▶ _TRY IT_:
What is needed is a faithful copy of all the entries, with no pictures in it.

▶ _EXTRACTED MATERIAL_:
[Start of Attachment]
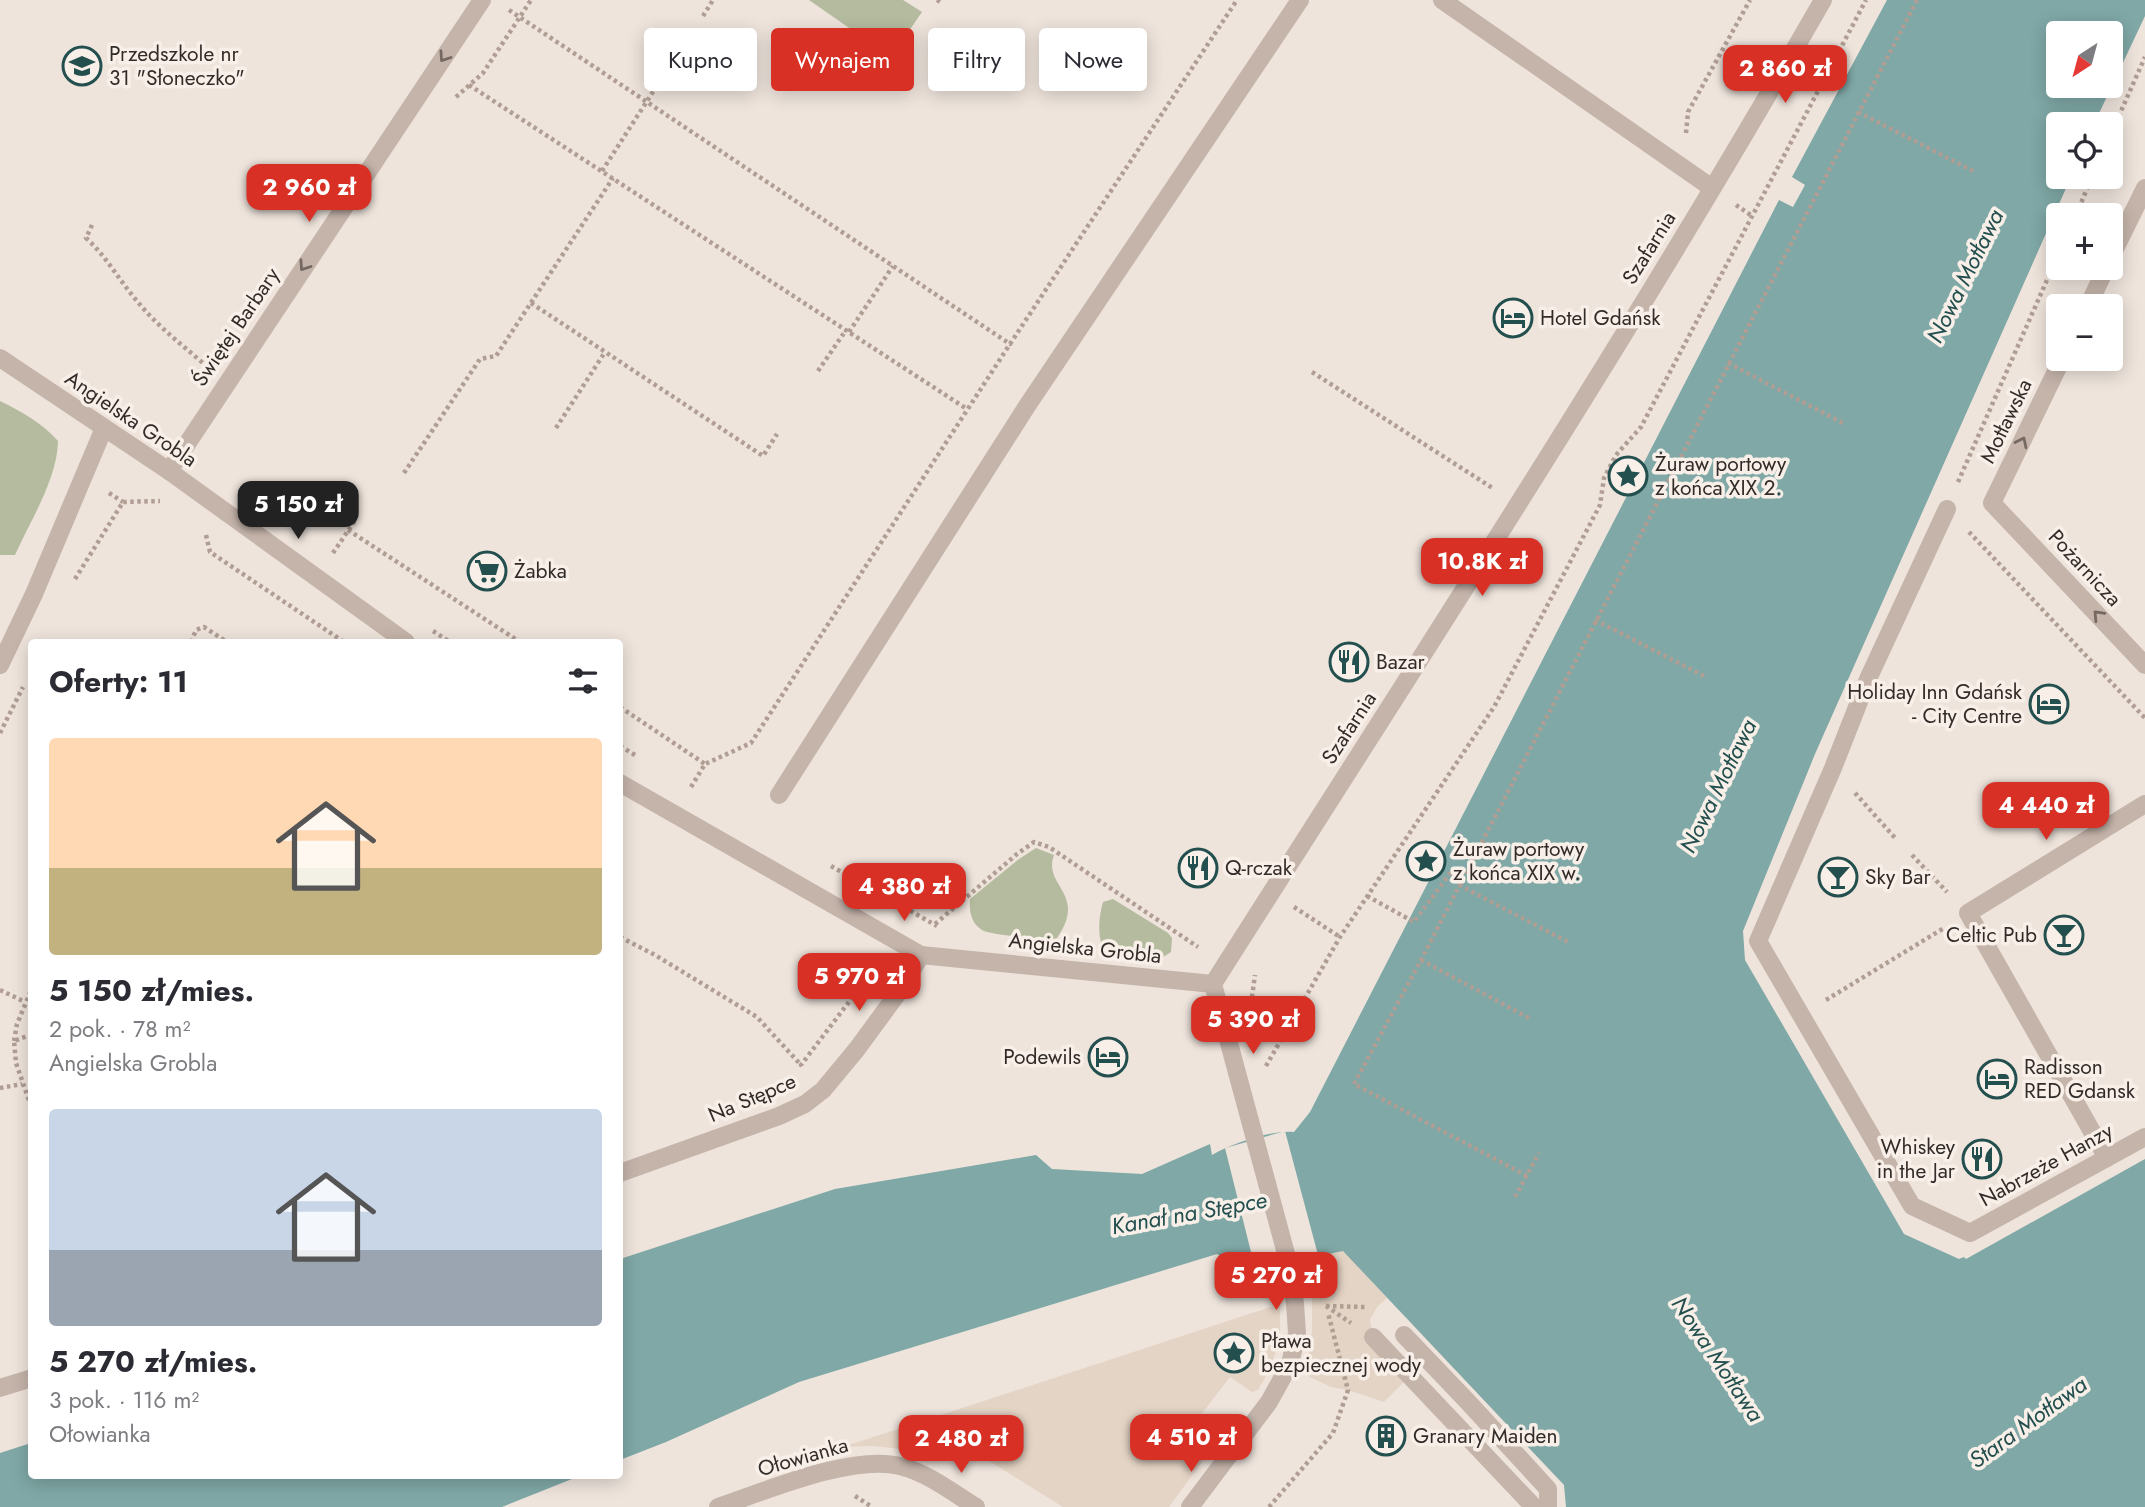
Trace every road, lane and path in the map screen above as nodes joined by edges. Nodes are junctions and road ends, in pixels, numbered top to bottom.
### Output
1 (482, 0) edge
2 (531, 0) edge
3 (713, 0) edge
4 (1237, 0) edge
5 (1300, 0) edge
6 (1442, 0) edge
7 (1750, 0) edge
8 (1823, 0) edge
9 (1866, 0) edge
10 (1917, 0) edge
11 (503, 6) dead end
12 (703, 16) dead end
13 (520, 17) junction
14 (2145, 57) edge
15 (469, 85) dead end
16 (653, 91) edge
17 (647, 101) junction
18 (1688, 112) dead end
19 (2121, 112) edge
20 (1858, 113) junction
21 (602, 171) junction
22 (1973, 172) dead end
23 (613, 178) junction
24 (1712, 188) junction
25 (2145, 188) edge
26 (92, 225) dead end
27 (2123, 233) edge
28 (893, 266) junction
29 (2047, 280) edge
30 (531, 303) junction
31 (847, 331) junction
32 (1010, 344) junction
33 (605, 352) junction
34 (0, 358) edge
35 (1728, 363) junction
36 (210, 369) dead end
37 (818, 371) dead end
38 (2056, 371) edge
39 (1312, 372) dead end
40 (967, 409) junction
41 (1843, 423) dead end
42 (104, 428) junction
43 (556, 428) dead end
44 (777, 434) dead end
45 (169, 471) junction
46 (404, 473) dead end
47 (1501, 480) dead end
48 (1992, 503) joint
49 (1947, 509) junction
50 (356, 519) dead end
51 (204, 528) dead end
52 (348, 530) junction
53 (330, 559) dead end
54 (1595, 620) junction
55 (192, 639) edge
56 (222, 639) edge
57 (336, 639) edge
58 (401, 639) edge
59 (515, 639) edge
60 (0, 665) edge
61 (2145, 665) edge
62 (1704, 676) dead end
63 (26, 679) dead end
64 (623, 709) edge
65 (2145, 718) edge
66 (0, 733) edge
67 (623, 748) edge
68 (643, 760) dead end
69 (705, 764) junction
70 (1833, 768) junction
71 (623, 785) edge
72 (702, 794) dead end
73 (779, 795) dead end
74 (2145, 804) edge
75 (1896, 839) dead end
76 (1912, 855) dead end
77 (831, 866) dead end
78 (1464, 876) junction
79 (1459, 885) junction
80 (1367, 896) junction
81 (1968, 913) junction
82 (1287, 918) dead end
83 (1339, 937) junction
84 (623, 939) edge
85 (1570, 943) dead end
86 (1192, 952) dead end
87 (921, 955) junction
88 (1420, 960) junction
89 (1255, 973) dead end
90 (1213, 984) junction
91 (0, 990) edge
92 (28, 996) edge
93 (25, 1002) junction
94 (1251, 1006) dead end
95 (1802, 1015) junction
96 (1529, 1018) dead end
97 (28, 1036) edge
98 (14, 1041) junction
99 (801, 1065) dead end
100 (1261, 1076) dead end
101 (22, 1084) junction
102 (0, 1088) edge
103 (28, 1099) edge
104 (2142, 1144) edge
105 (1539, 1153) dead end
106 (2107, 1158) junction
107 (623, 1172) edge
108 (1527, 1176) junction
109 (1515, 1197) dead end
110 (1322, 1294) dead end
111 (1326, 1306) junction
112 (1377, 1307) dead end
113 (1404, 1335) dead end
114 (1373, 1337) dead end
115 (28, 1379) edge
116 (0, 1388) edge
117 (718, 1507) edge
118 (976, 1507) edge
119 (1190, 1507) edge
120 (1269, 1507) edge
121 (1534, 1507) edge
122 (1548, 1507) edge

1 -> 45 street, Świętej Barbary
2 - 13 path
3 - 12 path
4 - 32 path
5 - 73 street
6 - 24 street
7 - 18 path
8 - 24 street, Szafarnia
9 - 80 path
10 - 20 path
11 - 13 path
13 - 17 path
14 - 19 path
15 - 21 path
16 - 17 path
17 - 21 path
17 - 28 path
20 - 22 path
20 - 35 path
21 - 23 path
23 - 30 path
23 - 31 path
24 - 90 street, Szafarnia
25 - 27 street
26 - 36 path
28 - 31 path
28 - 32 path
29 - 49 path
30 - 33 path
30 - 46 path
31 - 37 path
31 - 40 path
32 - 40 path
33 - 43 path
33 - 44 path
34 - 42 street, Angielska Grobla
35 - 41 path
35 - 54 path
48 -> 38 street, Motławska
39 - 47 path
40 - 69 path
42 - 45 street, Angielska Grobla
42 - 60 street
45 - 58 street, Angielska Grobla
61 -> 48 street, Pożarnicza
49 - 65 path
49 - 70 street
50 - 52 path
51 - 57 path
52 - 53 path
52 - 59 path
54 - 62 path
54 - 78 path
55 - 56 path
63 - 66 path
64 - 69 path
67 - 68 path
69 - 72 path
70 - 75 path
70 - 95 street
71 - 87 street, Angielska Grobla
74 - 81 street
76 - 81 path
77 - 86 path
78 - 79 path
78 - 80 path
79 - 85 path
79 - 88 path
80 - 83 path
81 - 95 path
81 - 106 street
82 - 83 path
83 - 100 path
84 - 99 path
87 - 90 street, Angielska Grobla
87 - 107 street, Na Stępce
88 - 96 path
88 - 108 path
89 - 94 path
90 - 119 street
91 - 93 path
92 - 93 path
93 - 98 path
95 - 106 street, Nabrzeże Hanzy
97 - 98 path
98 - 101 path
101 - 102 path
101 - 103 path
104 - 106 street, Nabrzeże Hanzy
105 - 108 path
108 - 109 path
110 - 111 path
111 - 112 path
111 - 120 path
113 - 122 street
114 - 121 street
115 - 116 street
117 - 118 street, Ołowianka

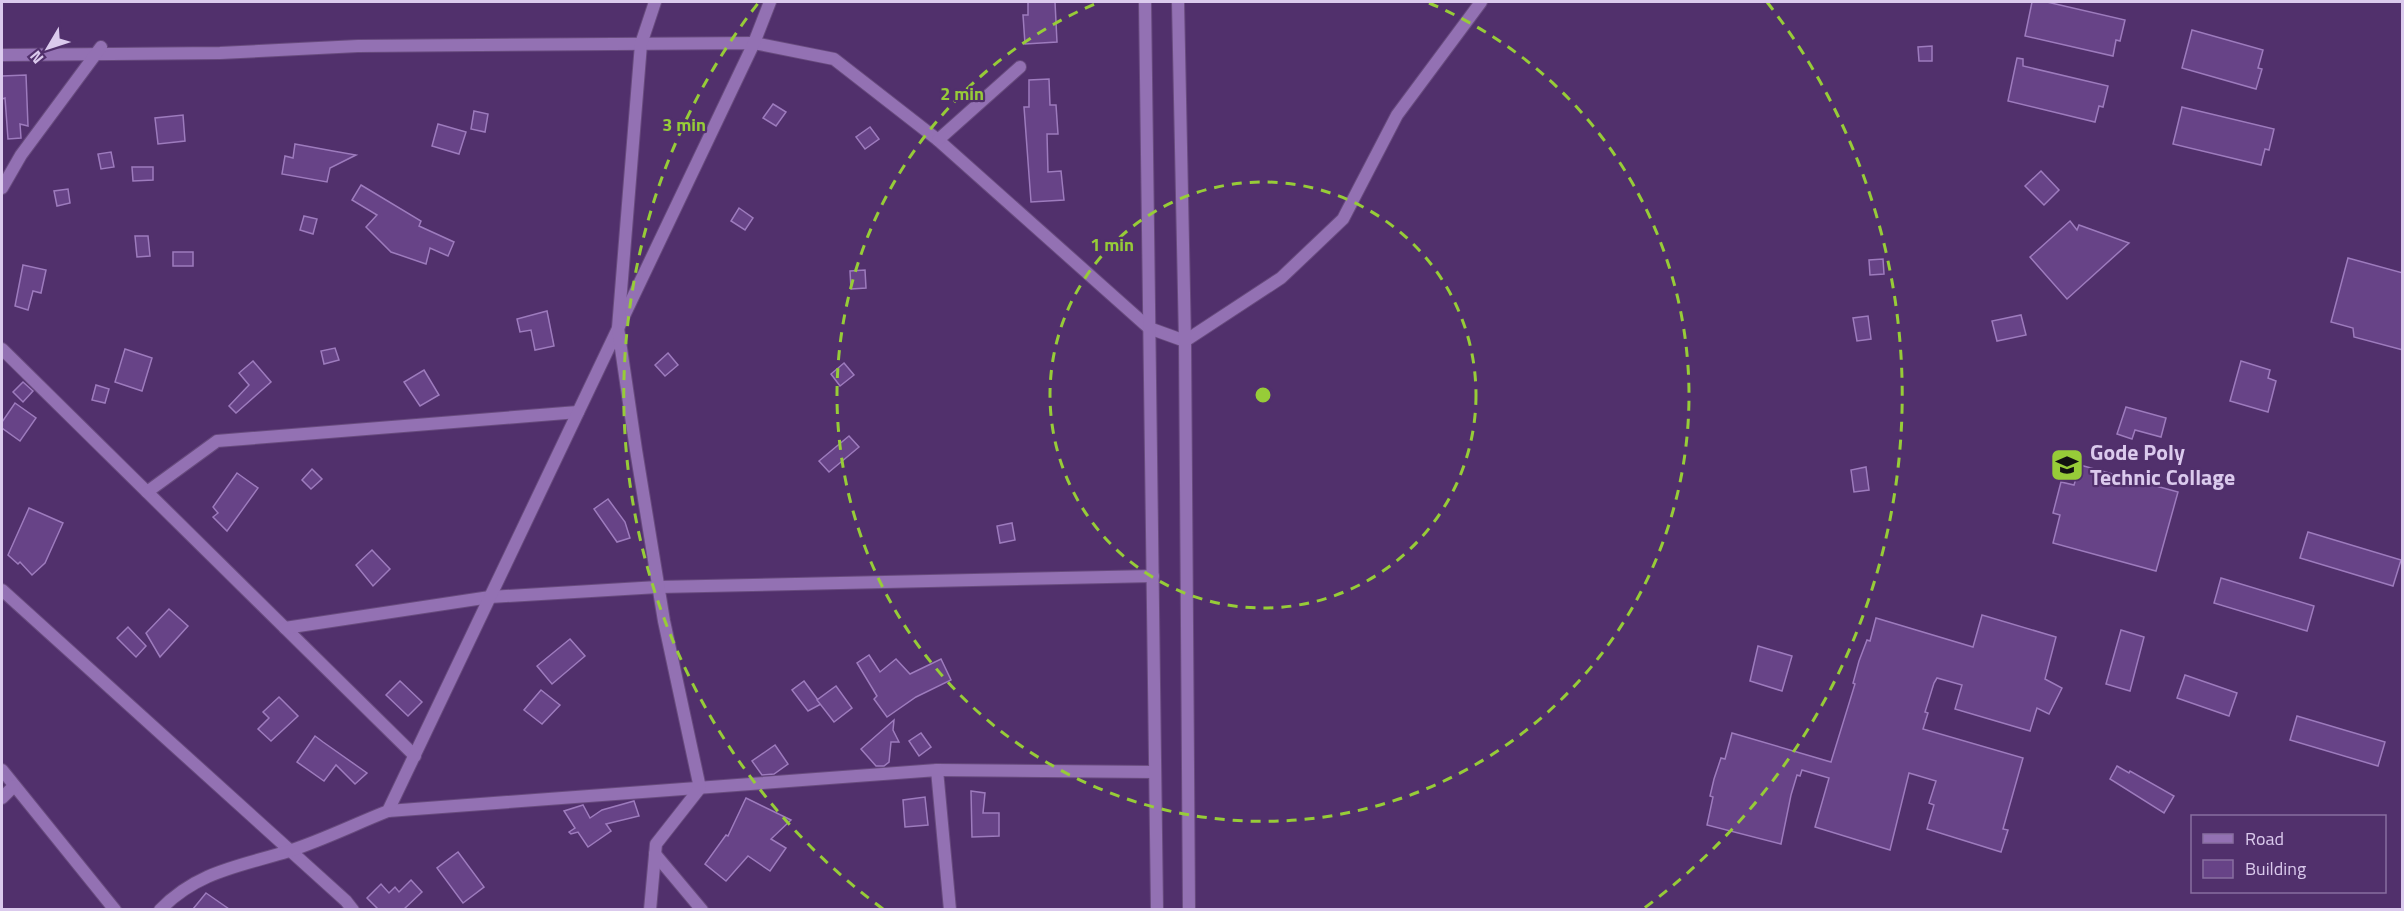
[End of Attachment]
▶ _ANSWER BOX_:
Trace every road, lane and path in the map screen above as nodes joined by edges. Nodes are junctions and road ends, in pixels, numbered top to bottom.
### Output
1 (482, 0) edge
2 (531, 0) edge
3 (713, 0) edge
4 (1237, 0) edge
5 (1300, 0) edge
6 (1442, 0) edge
7 (1750, 0) edge
8 (1823, 0) edge
9 (1866, 0) edge
10 (1917, 0) edge
11 (503, 6) dead end
12 (703, 16) dead end
13 (520, 17) junction
14 (2145, 57) edge
15 (469, 85) dead end
16 (653, 91) edge
17 (647, 101) junction
18 (1688, 112) dead end
19 (2121, 112) edge
20 (1858, 113) junction
21 (602, 171) junction
22 (1973, 172) dead end
23 (613, 178) junction
24 (1712, 188) junction
25 (2145, 188) edge
26 (92, 225) dead end
27 (2123, 233) edge
28 (893, 266) junction
29 (2047, 280) edge
30 (531, 303) junction
31 (847, 331) junction
32 (1010, 344) junction
33 (605, 352) junction
34 (0, 358) edge
35 (1728, 363) junction
36 (210, 369) dead end
37 (818, 371) dead end
38 (2056, 371) edge
39 (1312, 372) dead end
40 (967, 409) junction
41 (1843, 423) dead end
42 (104, 428) junction
43 (556, 428) dead end
44 (777, 434) dead end
45 (169, 471) junction
46 (404, 473) dead end
47 (1501, 480) dead end
48 (1992, 503) joint
49 (1947, 509) junction
50 (356, 519) dead end
51 (204, 528) dead end
52 (348, 530) junction
53 (330, 559) dead end
54 (1595, 620) junction
55 (192, 639) edge
56 (222, 639) edge
57 (336, 639) edge
58 (401, 639) edge
59 (515, 639) edge
60 (0, 665) edge
61 (2145, 665) edge
62 (1704, 676) dead end
63 (26, 679) dead end
64 (623, 709) edge
65 (2145, 718) edge
66 (0, 733) edge
67 (623, 748) edge
68 (643, 760) dead end
69 (705, 764) junction
70 (1833, 768) junction
71 (623, 785) edge
72 (702, 794) dead end
73 (779, 795) dead end
74 (2145, 804) edge
75 (1896, 839) dead end
76 (1912, 855) dead end
77 (831, 866) dead end
78 (1464, 876) junction
79 (1459, 885) junction
80 (1367, 896) junction
81 (1968, 913) junction
82 (1287, 918) dead end
83 (1339, 937) junction
84 (623, 939) edge
85 (1570, 943) dead end
86 (1192, 952) dead end
87 (921, 955) junction
88 (1420, 960) junction
89 (1255, 973) dead end
90 (1213, 984) junction
91 (0, 990) edge
92 (28, 996) edge
93 (25, 1002) junction
94 (1251, 1006) dead end
95 (1802, 1015) junction
96 (1529, 1018) dead end
97 (28, 1036) edge
98 (14, 1041) junction
99 (801, 1065) dead end
100 (1261, 1076) dead end
101 (22, 1084) junction
102 (0, 1088) edge
103 (28, 1099) edge
104 (2142, 1144) edge
105 (1539, 1153) dead end
106 (2107, 1158) junction
107 (623, 1172) edge
108 (1527, 1176) junction
109 (1515, 1197) dead end
110 (1322, 1294) dead end
111 (1326, 1306) junction
112 (1377, 1307) dead end
113 (1404, 1335) dead end
114 (1373, 1337) dead end
115 (28, 1379) edge
116 (0, 1388) edge
117 (718, 1507) edge
118 (976, 1507) edge
119 (1190, 1507) edge
120 (1269, 1507) edge
121 (1534, 1507) edge
122 (1548, 1507) edge

1 -> 45 street, Świętej Barbary
2 - 13 path
3 - 12 path
4 - 32 path
5 - 73 street
6 - 24 street
7 - 18 path
8 - 24 street, Szafarnia
9 - 80 path
10 - 20 path
11 - 13 path
13 - 17 path
14 - 19 path
15 - 21 path
16 - 17 path
17 - 21 path
17 - 28 path
20 - 22 path
20 - 35 path
21 - 23 path
23 - 30 path
23 - 31 path
24 - 90 street, Szafarnia
25 - 27 street
26 - 36 path
28 - 31 path
28 - 32 path
29 - 49 path
30 - 33 path
30 - 46 path
31 - 37 path
31 - 40 path
32 - 40 path
33 - 43 path
33 - 44 path
34 - 42 street, Angielska Grobla
35 - 41 path
35 - 54 path
48 -> 38 street, Motławska
39 - 47 path
40 - 69 path
42 - 45 street, Angielska Grobla
42 - 60 street
45 - 58 street, Angielska Grobla
61 -> 48 street, Pożarnicza
49 - 65 path
49 - 70 street
50 - 52 path
51 - 57 path
52 - 53 path
52 - 59 path
54 - 62 path
54 - 78 path
55 - 56 path
63 - 66 path
64 - 69 path
67 - 68 path
69 - 72 path
70 - 75 path
70 - 95 street
71 - 87 street, Angielska Grobla
74 - 81 street
76 - 81 path
77 - 86 path
78 - 79 path
78 - 80 path
79 - 85 path
79 - 88 path
80 - 83 path
81 - 95 path
81 - 106 street
82 - 83 path
83 - 100 path
84 - 99 path
87 - 90 street, Angielska Grobla
87 - 107 street, Na Stępce
88 - 96 path
88 - 108 path
89 - 94 path
90 - 119 street
91 - 93 path
92 - 93 path
93 - 98 path
95 - 106 street, Nabrzeże Hanzy
97 - 98 path
98 - 101 path
101 - 102 path
101 - 103 path
104 - 106 street, Nabrzeże Hanzy
105 - 108 path
108 - 109 path
110 - 111 path
111 - 112 path
111 - 120 path
113 - 122 street
114 - 121 street
115 - 116 street
117 - 118 street, Ołowianka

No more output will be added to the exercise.